Why the delay with this planning decision?
RE. the erection of a supermarket at Jennings, Riverside Road, Sunderland, and the outcome of the planning and highways committee meeting held on July 21.
The meeting was assembled specifically to consider the planning permission application of Sainsbury’s supermarket.
The councillors present stated that they could find no valid reason why the application should not be granted.
Indeed, there was even a comment that an objection (submitted only 24 hours previous to the committee meeting) by the property developers dealing with the Holmeside Triangle development was “cynical”. These objectors even threatened to pull out of their deal with the council if Sainsbury ’s supermarket planning permission was to be granted.
Surely, this threat should have been treated with the contempt it deserves.
It is worth remembering that the aspirations of our council are for the erection in Holmeside of the highest tower block in the UK. Would this be to complement the erection of the highest iconic low-level bridge in the world? How many decades will it take for these ridiculous schemes to materialise?

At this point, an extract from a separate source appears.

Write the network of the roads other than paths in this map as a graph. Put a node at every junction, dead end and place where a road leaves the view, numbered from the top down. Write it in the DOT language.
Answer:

As a resident of Hylton Castle estate supporting the Sainsbury plan, I reminded those councillors present that 25 years had elapsed since they refused Asda the opportunity to build a supermarket at an ideal location at the junction of Washington Road and Hylton Lane, i.e., at the geographical centre of five housing estates. In so doing, they gifted South Tyneside Council the business rates and sent of 900 jobs over the hill to Boldon.
If the planning committee wish to keep themselves properly informed, they might try reading the Echo. Just seven weeks ago, there was a report that for every month the planning permission desired by over 90 per cent of the population of north-west Sunderland was being delayed, the city was losing £1million.

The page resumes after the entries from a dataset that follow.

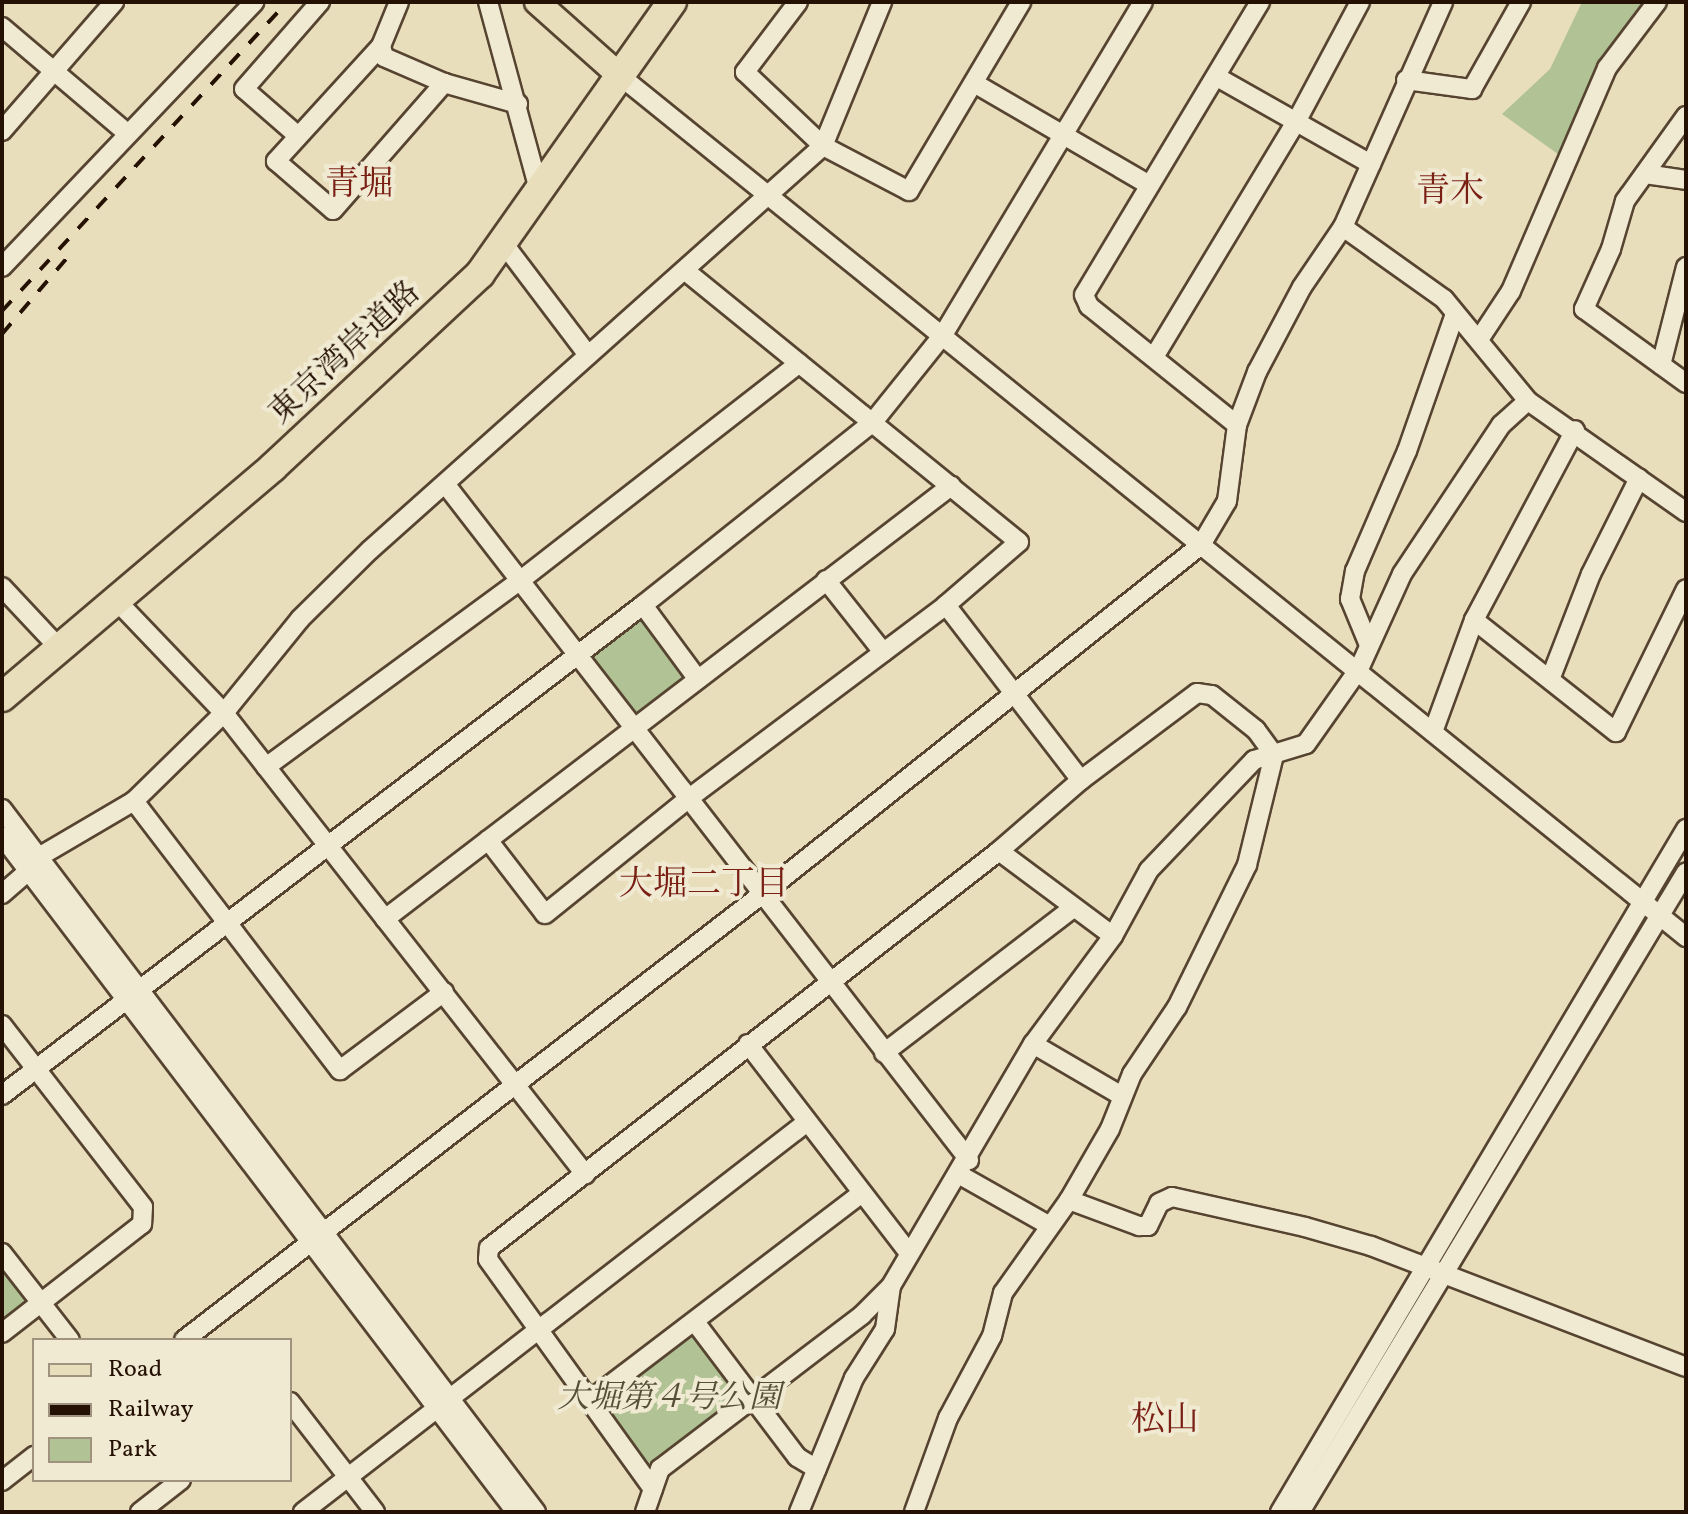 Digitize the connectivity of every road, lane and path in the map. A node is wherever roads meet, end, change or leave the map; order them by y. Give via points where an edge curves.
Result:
1 (114, 2) edge
2 (254, 2) edge
3 (320, 2) edge
4 (399, 2) edge
5 (488, 2) edge
6 (537, 2) edge
7 (672, 2) edge
8 (798, 2) edge
9 (1021, 2) edge
10 (1143, 2) edge
11 (1260, 2) edge
12 (1360, 2) edge
13 (1443, 2) edge
14 (1521, 2) edge
15 (1657, 2) edge
16 (880, 3) edge
17 (2, 27) edge
18 (381, 46) junction
19 (53, 72) junction
20 (619, 75) junction
21 (1217, 77) junction
22 (1406, 80) junction
23 (444, 83) junction
24 (974, 83) junction
25 (518, 104) junction
26 (1686, 116) edge
27 (1296, 122) junction
28 (2, 131) edge
29 (127, 133) junction
30 (297, 135) junction
31 (1066, 136) junction
32 (823, 146) junction
33 (1371, 164) junction
34 (1645, 174) junction
35 (1686, 180) edge
36 (1149, 185) junction
37 (540, 193) junction
38 (770, 196) junction
39 (1343, 227) junction
40 (504, 244) junction
41 (2, 267) edge
42 (1686, 267) edge
43 (685, 271) junction
44 (1455, 314) junction
45 (943, 335) junction
46 (1480, 338) junction
47 (588, 355) junction
48 (1154, 357) junction
49 (799, 363) junction
50 (1661, 365) junction
51 (1686, 383) edge
52 (1528, 401) junction
53 (873, 422) junction
54 (1237, 425) junction
55 (1575, 430) junction
56 (1639, 478) junction
57 (446, 485) junction
58 (951, 486) junction
59 (1686, 512) edge
60 (1201, 545) junction
61 (522, 579) junction
62 (826, 580) junction
63 (2, 587) edge
64 (1686, 589) edge
65 (116, 600) junction
66 (643, 605) junction
67 (946, 605) junction
68 (1474, 620) junction
69 (1369, 645) junction
70 (59, 648) junction
71 (883, 652) junction
72 (577, 654) junction
73 (1359, 669) junction
74 (696, 677) junction
75 (1551, 677) junction
76 (1014, 691) junction
77 (2, 697) edge
78 (224, 713) junction
79 (633, 727) junction
80 (1433, 732) junction
81 (1274, 755) junction
82 (266, 767) junction
83 (1081, 780) junction
84 (688, 799) junction
85 (134, 801) junction
86 (2, 809) edge
87 (1686, 829) edge
88 (2, 836) edge
89 (488, 840) junction
90 (326, 846) junction
91 (999, 851) junction
92 (32, 865) junction
93 (1686, 872) edge
94 (765, 892) junction
95 (2, 894) edge
96 (1643, 902) junction
97 (1072, 909) junction
98 (1661, 913) junction
99 (385, 919) junction
100 (1686, 920) edge
101 (227, 921) junction
102 (1113, 936) junction
103 (1686, 937) edge
104 (830, 979) junction
105 (444, 992) junction
106 (133, 993) junction
107 (2, 1025) edge
108 (748, 1044) junction
109 (1033, 1044) junction
110 (884, 1053) junction
111 (35, 1068) junction
112 (516, 1085) junction
113 (2, 1095) edge
114 (1122, 1096) junction
115 (807, 1122) junction
116 (965, 1167) junction
117 (585, 1174) junction
118 (862, 1193) junction
119 (1069, 1200) junction
120 (1050, 1226) junction
121 (316, 1235) junction
122 (2, 1253) edge
123 (909, 1253) junction
124 (1432, 1271) junction
125 (891, 1286) junction
126 (41, 1303) junction
127 (695, 1322) junction
128 (539, 1331) junction
129 (2, 1333) edge
130 (68, 1338) edge
131 (187, 1338) edge
132 (1686, 1367) edge
133 (752, 1398) junction
134 (589, 1401) junction
135 (444, 1404) junction
136 (292, 1405) edge
137 (32, 1458) edge
138 (817, 1469) junction
139 (349, 1477) junction
140 (2, 1481) edge
141 (177, 1482) edge
142 (653, 1489) junction
143 (140, 1512) edge
144 (303, 1512) edge
145 (375, 1512) edge
146 (516, 1512) edge
147 (536, 1512) edge
148 (645, 1512) edge
149 (799, 1512) edge
150 (914, 1512) edge
151 (1280, 1512) edge
152 (1300, 1512) edge

1 - 19 street
2 - 29 street via 217,46
3 - 30 street via 244,89
4 - 18 street
5 - 25 street
6 - 20 main road
7 - 20 highway, 東京湾岸道路
8 - 32 street via 745,72
9 - 24 street
10 - 31 street
11 - 21 street
12 - 27 street
13 - 22 street
14 - 22 street via 1472,89
15 - 46 street via 1607,68 1511,291
16 - 32 street
17 - 19 street
18 - 23 street via 392,64
18 - 30 street
19 - 28 street
19 - 29 street
20 - 37 highway, 東京湾岸道路
20 - 38 street
21 - 27 street
21 - 36 street
22 - 33 street
23 - 25 street
23 - 30 street via 333,210 276,161
24 - 31 street
24 - 32 street via 909,191
25 - 37 street
26 - 34 street
27 - 33 street
27 - 48 street
29 - 41 street
31 - 36 street
31 - 45 street
32 - 38 street
33 - 39 street
34 - 35 street
34 - 50 street via 1625,201 1584,309
36 - 48 street via 1084,295 1089,306
37 - 40 highway, 東京湾岸道路
38 - 43 street
38 - 45 street
39 - 44 street via 1412,273
39 - 54 street via 1275,333
40 - 47 street
40 - 65 highway, 東京湾岸道路 via 431,323
42 - 50 street
43 - 47 street
43 - 49 street
44 - 46 street
44 - 69 street via 1407,451 1355,571 1350,599
45 - 53 street
45 - 60 street
46 - 52 street
47 - 57 street
48 - 54 street
49 - 53 street
49 - 61 street
50 - 51 street
52 - 55 street
52 - 69 street via 1501,425 1468,472 1402,574
53 - 58 street
53 - 66 street
54 - 60 street via 1227,501
55 - 56 street
55 - 68 street
56 - 59 street
56 - 75 street via 1591,574
57 - 61 street
57 - 78 street via 300,619
58 - 62 street
58 - 67 street via 1019,542
60 - 73 street
60 - 76 street
61 - 72 street
61 - 82 street
62 - 71 street
62 - 74 street
63 - 70 street
64 - 75 street via 1616,732
65 - 70 highway, 東京湾岸道路
65 - 78 street
66 - 72 street
66 - 74 street
67 - 71 street
67 - 76 street
68 - 75 street
68 - 80 street
69 - 73 street
70 - 77 highway, 東京湾岸道路
71 - 84 street
72 - 79 street
72 - 90 street
73 - 80 street
73 - 81 street via 1306,744
74 - 79 street
76 - 83 street
76 - 94 street
78 - 82 street
78 - 85 street
79 - 84 street
79 - 89 street
80 - 96 street
81 - 83 street via 1212,695 1197,693
81 - 102 street via 1254,760 1149,870
81 - 114 street via 1247,865 1177,1007
82 - 90 street
83 - 91 street
84 - 89 street via 545,914
84 - 94 street
85 - 92 street
85 - 101 street
86 - 92 street
87 - 96 street
88 - 92 street
89 - 99 street
90 - 99 street
90 - 101 street
91 - 97 street
91 - 104 street
92 - 95 street
92 - 106 street
93 - 98 street
94 - 104 street
94 - 112 street
96 - 98 street
96 - 124 street
97 - 102 street
97 - 110 street
98 - 100 street
98 - 103 street
98 - 124 street
99 - 105 street
101 - 105 street via 340,1070
101 - 106 street
102 - 109 street
104 - 108 street
104 - 110 street
105 - 112 street
106 - 111 street
106 - 121 street
107 - 111 street
108 - 115 street
108 - 117 street
109 - 114 street
109 - 116 street
110 - 116 street
111 - 113 street
111 - 126 street via 143,1207 142,1224
112 - 117 street
112 - 121 street
114 - 119 street
115 - 118 street
115 - 128 street
116 - 120 street
116 - 123 street
117 - 128 street via 487,1254
118 - 123 street
118 - 127 street
119 - 120 street
119 - 124 street via 1148,1226 1159,1203 1172,1197 1305,1227
120 - 150 street via 1003,1293 992,1336 948,1418
121 - 131 street
121 - 135 street
122 - 126 street
123 - 125 street
124 - 132 street
124 - 151 street
124 - 152 street
125 - 133 street
125 - 138 street via 885,1329 854,1378
126 - 129 street
126 - 130 street
127 - 133 street
127 - 134 street
128 - 134 street
128 - 135 street
133 - 138 street via 797,1457
133 - 142 street via 660,1469
134 - 142 street
135 - 139 street
135 - 146 street
135 - 147 street
136 - 139 street
137 - 140 street
138 - 149 street
139 - 144 street
139 - 145 street
141 - 143 street
142 - 148 street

So why did the councillors, with no valid justification, defer the planning permission to September 2011? People in north-west Sunderland need the 500+ jobs now and without any more unjustified delay by our city councillors.
This delay is tantalising and a tentative refusal. Residents of north-west Sunderland should be informed immediately via the Letters Page for prompt action.
Still in wrong place
WHILE the tourist information centre (TIC) is no longer hidden away in the deepest recesses of the second floor of the city’s central library, it is still in the wrong place.

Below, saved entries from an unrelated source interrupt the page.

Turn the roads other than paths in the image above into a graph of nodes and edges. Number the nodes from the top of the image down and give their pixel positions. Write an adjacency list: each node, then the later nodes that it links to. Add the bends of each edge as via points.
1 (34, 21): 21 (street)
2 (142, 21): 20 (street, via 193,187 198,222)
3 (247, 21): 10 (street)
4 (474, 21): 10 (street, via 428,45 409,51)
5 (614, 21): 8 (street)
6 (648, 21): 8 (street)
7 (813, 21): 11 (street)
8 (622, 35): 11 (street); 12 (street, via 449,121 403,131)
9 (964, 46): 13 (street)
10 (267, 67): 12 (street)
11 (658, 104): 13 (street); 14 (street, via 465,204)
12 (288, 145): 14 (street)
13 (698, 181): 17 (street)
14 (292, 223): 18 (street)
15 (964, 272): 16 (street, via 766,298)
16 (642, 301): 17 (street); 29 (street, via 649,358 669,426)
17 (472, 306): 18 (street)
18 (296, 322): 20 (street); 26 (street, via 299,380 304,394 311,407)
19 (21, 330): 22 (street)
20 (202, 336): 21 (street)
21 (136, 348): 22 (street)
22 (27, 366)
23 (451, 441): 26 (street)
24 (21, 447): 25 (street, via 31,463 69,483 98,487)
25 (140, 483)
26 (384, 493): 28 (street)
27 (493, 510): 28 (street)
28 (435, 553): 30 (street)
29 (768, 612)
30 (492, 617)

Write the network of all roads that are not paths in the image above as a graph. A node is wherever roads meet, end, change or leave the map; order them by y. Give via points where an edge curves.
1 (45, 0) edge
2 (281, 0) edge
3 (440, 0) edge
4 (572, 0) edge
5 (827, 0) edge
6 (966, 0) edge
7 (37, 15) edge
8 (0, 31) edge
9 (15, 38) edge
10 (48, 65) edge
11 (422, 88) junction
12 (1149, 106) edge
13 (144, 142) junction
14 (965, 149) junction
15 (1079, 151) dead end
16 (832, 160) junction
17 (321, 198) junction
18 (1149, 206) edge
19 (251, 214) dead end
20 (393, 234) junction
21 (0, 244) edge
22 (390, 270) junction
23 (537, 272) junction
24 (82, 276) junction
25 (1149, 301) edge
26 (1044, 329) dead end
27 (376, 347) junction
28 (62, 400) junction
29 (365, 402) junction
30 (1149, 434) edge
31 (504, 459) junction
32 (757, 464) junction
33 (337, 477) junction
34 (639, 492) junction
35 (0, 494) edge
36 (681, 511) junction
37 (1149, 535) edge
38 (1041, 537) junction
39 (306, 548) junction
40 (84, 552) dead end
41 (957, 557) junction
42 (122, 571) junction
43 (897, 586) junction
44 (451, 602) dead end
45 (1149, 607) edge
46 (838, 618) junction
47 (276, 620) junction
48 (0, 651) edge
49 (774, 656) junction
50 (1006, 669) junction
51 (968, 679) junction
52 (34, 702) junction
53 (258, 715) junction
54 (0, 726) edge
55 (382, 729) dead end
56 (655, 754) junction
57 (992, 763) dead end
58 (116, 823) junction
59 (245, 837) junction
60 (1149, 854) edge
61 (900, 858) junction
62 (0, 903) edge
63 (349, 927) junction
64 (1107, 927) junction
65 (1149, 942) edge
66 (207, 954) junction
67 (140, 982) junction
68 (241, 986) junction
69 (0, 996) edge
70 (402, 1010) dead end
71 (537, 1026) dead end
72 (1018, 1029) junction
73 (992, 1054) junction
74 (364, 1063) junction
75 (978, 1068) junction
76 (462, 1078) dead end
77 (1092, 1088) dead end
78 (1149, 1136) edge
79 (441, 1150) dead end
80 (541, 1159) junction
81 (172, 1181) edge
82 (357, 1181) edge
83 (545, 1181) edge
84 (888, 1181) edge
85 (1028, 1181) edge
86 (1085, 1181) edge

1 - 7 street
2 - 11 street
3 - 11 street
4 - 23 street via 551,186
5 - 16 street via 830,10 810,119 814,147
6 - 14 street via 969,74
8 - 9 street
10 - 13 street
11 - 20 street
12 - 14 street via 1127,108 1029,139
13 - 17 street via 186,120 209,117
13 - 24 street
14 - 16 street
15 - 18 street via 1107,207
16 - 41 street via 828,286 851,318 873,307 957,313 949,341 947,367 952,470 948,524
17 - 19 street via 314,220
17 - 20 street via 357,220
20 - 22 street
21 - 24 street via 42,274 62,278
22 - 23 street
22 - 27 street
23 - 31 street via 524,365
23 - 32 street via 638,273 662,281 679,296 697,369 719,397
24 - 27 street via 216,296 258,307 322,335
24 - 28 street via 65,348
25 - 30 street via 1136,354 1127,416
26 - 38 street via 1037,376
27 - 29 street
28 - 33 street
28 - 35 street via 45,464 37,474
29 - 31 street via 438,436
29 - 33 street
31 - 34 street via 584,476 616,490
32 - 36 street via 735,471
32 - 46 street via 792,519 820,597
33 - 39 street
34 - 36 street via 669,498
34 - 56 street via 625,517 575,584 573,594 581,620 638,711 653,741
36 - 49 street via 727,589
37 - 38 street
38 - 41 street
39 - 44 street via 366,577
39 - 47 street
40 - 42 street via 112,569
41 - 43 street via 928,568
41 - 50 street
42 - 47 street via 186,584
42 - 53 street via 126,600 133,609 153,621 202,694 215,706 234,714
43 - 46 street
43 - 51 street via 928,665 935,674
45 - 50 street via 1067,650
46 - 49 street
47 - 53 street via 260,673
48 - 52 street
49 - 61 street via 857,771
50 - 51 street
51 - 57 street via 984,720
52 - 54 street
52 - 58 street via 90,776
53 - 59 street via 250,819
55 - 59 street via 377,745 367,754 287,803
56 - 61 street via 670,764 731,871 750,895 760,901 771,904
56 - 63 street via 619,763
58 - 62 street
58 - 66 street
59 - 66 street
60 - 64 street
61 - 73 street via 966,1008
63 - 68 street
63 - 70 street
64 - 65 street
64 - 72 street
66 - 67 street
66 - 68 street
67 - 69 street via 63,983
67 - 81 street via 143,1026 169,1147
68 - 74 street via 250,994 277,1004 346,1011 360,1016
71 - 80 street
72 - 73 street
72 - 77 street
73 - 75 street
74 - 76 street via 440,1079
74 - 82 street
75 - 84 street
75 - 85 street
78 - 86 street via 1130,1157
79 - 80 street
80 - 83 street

Instead of being on the second floor of the building (sharing space with “Sound and Vision”) it should be on the ground floor – well advertised and with easy access from Fawcett Street.
The current TIC is a pale shadow of its award-winning former self.
There is plenty of space in the ground-floor foyer area of the entrance to the central library building, and the former craft shop area at the back has not been fully utilised for a long time. That is where the TIC should be – bigger, better-stocked with brochures and much more accessible to the general public (especially tourists!).
It’s not too late to put things right.
Coun Peter Wood, Deputy Leader, Conservative Council Group
ON sorting out some stuff at home I came across a tall glass bottle I have had for a number of years.
My father was the manager of The Mountain Daisy pub in Hylton Road, Sunderland, from 1970 to 1982. His name was Harry Jobling. He bought the bottle from an old gentleman who needed a few bob for a couple of pints.
When my father retired I kept the bottle. I would dearly love it to go back to the family it belongs to. The bottle is tall, slim and brown, but it is engraved with the Tyne Bridge, with a boat sailing underneath. It has crossed British flags and the English rose. It also has the Queen’s crown engraved at the top and lots of other engraved markings. The main thing it has around the centre are the names James Dickinson and Emily Parker Bell, married 1864. On the bottom of the bottle is engraved 1880. The bottle still has the original gin stopper but the cork has disintegrated.
I don’t think that old man really wanted to sell his bottle, so does it or the names mean anything to anyone out there in Sunderland? Any help would be appreciated.
C. Findlay, Washington, email: firstname.lastname@example.org
IT’S time for the neighbourhood watch alert! The nightshift dog-walking scumbag is traversing Crummock Avenue, letting the dog foul people’s gardens.
Buckets of water at the ready – but not for the dog.